The biggest stereotype about women who date outside their cultural or ethnic groups is that they’re “hoes”, gold diggers and sell-outs. And recently we’ve seen a growing trend that’s exacerbated by social media, to ridicule and villify South African women who date non-South African men, even going as far as branding them “Jollof Sistas”. In my line of work, I deal a lot with land related matters. In one particularly meeting, someone quoted the bible in relation to South African women dating non-South African men. Deuteronomy 28:43-53 read as follows; “Foreigners who live in your land will gain more and more power, while you gradually lose yours. They will have money to lend you, but you will have none to lend them. In the end they will be your rulers.” This was very disturbing and proof of how subjective religion can be when it comes to matters of injustice and how religion can induce prejudice.
These kind of behaviours and perceptions tend to create stereotypes around specific groups of people, based on their nationality. They also give rise to other stereotypes for women who choose to romantically associate with men outside their cultural or ethnic groups. Here are a few of these stereotypes:
• She’s a “hoe”: The “hoe” stereotype is also based on another stereotype, that non-South African black men are more well endowed than local men – WRONG! I’ve seen my fair share – let me just say, I describe my dating profile as the African Union. Growing up, I’d often hear “non-South African men’s d***s go around their waist.”

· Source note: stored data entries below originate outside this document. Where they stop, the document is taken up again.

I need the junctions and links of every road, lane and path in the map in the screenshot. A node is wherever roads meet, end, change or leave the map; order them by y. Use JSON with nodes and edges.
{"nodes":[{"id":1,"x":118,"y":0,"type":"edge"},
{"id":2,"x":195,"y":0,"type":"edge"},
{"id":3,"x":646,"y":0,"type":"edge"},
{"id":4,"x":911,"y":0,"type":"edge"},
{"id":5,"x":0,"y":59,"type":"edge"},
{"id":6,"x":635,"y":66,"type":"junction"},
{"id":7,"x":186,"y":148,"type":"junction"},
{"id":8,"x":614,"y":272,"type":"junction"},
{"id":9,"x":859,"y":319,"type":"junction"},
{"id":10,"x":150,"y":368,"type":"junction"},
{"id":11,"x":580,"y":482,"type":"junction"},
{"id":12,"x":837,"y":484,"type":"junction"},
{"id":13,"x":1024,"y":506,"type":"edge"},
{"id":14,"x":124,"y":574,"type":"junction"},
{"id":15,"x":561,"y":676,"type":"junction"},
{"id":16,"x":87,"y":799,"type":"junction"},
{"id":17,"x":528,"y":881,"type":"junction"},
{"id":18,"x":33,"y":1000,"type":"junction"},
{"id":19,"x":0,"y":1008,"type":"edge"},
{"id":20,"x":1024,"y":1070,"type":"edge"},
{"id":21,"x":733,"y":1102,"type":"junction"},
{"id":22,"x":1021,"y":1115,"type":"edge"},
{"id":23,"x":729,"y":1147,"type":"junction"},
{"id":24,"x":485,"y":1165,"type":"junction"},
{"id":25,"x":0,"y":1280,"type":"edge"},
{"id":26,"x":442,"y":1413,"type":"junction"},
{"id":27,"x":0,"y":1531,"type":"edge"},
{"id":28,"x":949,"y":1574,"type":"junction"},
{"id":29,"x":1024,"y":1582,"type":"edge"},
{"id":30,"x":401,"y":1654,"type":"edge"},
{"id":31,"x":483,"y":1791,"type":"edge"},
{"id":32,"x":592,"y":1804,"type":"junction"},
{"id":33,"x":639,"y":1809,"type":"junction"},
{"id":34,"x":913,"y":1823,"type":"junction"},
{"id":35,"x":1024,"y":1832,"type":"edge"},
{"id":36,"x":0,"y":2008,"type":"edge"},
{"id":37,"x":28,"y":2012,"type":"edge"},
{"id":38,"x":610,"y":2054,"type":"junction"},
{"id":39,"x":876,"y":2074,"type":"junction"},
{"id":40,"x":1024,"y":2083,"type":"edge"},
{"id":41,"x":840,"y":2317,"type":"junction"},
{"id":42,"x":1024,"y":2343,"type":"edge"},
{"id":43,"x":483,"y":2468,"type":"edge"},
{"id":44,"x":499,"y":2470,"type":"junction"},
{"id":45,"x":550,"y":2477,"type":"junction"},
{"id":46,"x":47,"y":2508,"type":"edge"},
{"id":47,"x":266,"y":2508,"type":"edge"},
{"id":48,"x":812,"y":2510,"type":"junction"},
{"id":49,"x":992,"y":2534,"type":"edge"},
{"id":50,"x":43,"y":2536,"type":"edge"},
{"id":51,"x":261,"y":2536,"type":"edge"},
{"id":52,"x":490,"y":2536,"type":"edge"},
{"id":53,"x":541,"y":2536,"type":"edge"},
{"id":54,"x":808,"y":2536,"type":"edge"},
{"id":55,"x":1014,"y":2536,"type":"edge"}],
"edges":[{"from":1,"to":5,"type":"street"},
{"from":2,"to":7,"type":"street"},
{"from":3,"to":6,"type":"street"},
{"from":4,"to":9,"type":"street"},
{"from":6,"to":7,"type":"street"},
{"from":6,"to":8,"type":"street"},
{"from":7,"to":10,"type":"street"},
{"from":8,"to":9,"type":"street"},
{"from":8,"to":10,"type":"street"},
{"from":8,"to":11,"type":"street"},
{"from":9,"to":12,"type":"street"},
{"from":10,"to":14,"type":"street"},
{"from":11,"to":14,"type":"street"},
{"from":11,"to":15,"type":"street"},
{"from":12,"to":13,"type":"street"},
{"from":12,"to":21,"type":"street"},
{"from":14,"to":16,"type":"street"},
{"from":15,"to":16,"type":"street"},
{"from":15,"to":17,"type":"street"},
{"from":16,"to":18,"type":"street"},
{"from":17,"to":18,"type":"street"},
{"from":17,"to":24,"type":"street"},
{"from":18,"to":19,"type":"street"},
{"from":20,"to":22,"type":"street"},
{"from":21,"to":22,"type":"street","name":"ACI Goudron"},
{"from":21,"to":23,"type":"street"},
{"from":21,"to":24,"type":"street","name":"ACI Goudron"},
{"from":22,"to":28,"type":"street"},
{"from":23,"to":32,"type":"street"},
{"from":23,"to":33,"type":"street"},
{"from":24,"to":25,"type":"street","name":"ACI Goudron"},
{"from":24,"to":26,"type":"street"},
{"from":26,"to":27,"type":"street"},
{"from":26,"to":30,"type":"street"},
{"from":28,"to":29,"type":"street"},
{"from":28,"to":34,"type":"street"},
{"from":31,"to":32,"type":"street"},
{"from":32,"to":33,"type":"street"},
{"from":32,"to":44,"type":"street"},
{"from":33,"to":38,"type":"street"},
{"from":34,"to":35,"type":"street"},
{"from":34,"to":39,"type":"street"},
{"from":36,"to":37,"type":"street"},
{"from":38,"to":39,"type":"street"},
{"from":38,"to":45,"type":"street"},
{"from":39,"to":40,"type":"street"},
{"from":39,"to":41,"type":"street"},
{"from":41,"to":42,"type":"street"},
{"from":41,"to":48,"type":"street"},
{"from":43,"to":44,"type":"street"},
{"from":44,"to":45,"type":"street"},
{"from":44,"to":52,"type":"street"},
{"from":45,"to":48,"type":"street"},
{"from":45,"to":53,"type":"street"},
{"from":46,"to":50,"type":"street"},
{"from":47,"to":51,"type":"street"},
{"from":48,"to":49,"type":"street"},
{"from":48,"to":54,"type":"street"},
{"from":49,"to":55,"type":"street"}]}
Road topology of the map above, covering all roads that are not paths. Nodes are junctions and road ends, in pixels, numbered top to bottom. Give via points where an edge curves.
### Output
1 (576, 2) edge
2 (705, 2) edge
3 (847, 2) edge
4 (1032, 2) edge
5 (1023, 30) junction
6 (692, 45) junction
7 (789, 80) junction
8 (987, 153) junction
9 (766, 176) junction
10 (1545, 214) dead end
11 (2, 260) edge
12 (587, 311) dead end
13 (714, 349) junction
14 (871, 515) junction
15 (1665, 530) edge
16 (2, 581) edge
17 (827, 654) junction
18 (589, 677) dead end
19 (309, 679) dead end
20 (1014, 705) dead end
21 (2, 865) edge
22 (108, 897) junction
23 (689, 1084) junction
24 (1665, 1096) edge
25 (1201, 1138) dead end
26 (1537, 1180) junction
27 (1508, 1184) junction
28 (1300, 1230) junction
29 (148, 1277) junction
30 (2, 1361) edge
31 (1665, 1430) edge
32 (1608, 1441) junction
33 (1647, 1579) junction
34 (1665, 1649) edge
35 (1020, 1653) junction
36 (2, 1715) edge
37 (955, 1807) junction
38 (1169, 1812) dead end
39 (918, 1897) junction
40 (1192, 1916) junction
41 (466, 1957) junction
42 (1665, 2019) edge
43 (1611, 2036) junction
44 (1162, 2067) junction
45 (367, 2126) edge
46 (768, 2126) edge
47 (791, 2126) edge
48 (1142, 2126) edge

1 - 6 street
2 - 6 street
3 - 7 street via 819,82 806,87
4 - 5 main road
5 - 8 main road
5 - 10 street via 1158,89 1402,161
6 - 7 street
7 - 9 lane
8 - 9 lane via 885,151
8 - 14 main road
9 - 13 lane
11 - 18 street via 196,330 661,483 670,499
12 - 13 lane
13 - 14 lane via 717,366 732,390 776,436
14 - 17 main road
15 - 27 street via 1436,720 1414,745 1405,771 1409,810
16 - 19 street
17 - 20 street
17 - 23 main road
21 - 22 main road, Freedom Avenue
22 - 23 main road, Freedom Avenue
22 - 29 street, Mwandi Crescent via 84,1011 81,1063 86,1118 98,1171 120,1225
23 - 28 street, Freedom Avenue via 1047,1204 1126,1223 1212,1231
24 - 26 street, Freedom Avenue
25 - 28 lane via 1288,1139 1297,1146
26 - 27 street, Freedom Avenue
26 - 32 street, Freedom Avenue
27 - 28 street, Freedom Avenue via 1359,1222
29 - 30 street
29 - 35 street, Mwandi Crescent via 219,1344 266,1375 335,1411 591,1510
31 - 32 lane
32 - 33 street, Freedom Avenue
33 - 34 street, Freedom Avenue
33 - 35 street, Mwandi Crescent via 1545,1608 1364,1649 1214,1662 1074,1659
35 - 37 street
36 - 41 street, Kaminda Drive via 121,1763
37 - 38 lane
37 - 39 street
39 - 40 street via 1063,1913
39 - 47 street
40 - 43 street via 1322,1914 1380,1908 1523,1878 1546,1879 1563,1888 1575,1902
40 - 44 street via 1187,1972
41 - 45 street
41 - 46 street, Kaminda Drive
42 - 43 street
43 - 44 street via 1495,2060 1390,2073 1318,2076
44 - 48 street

• She’s a gold digger: And this gold is from drug selling. South Africans cannot comprehend that non-South African people come from countries with resources they have access to and can gain wealth from. Or even that they can come to South Africa and make an honest living.
• She’s bewitched: This one is quite wild. Africans, amongst themselves always accuse the next of witchcraft. If it’s a Xhosa woman, with a non – Xhosa man, it’s witchcraft. If it’s a South African woman with a non-South African woman, again, it’s witchcraft.
Discrimination of any form (and in this case sexism and xenophobia/afrophobia) are also sustained by these stereotypes and stigmatising. Just like interracial relationships in apartheid times, and even today we’re subjected to stereotypes such as “she’s with him for the money.” The South African government’s recent announcements not to renew Zimbabwean permits incited a new wave of xenophobic attacks. In actual communities and on online platforms, south Africans took this as an opportunity to attack foreign nationals once again, and in particular Zimbabweans.
It is no surprise that this conversation came up. A lot of people seem to think the only way most non- South African men can make it in the country is through relationships with South African women. Hence the recent social media attacks on these women. In her memoir, Eat, Pray, Love, Eliabeth Gilbert makes an account of a group of refuges that needed counciling, but when they got the counciling, it wasn’t around the matter of their backgrounds, they wanted counciling on issues of love and relationships. This goes to show, no matter where people This goes to show, no matter where people come from, even if they’re from the “the land of mystic, eternally cursed, primitive, traditional, static and rotten”, people are capable of loving and forming relationships.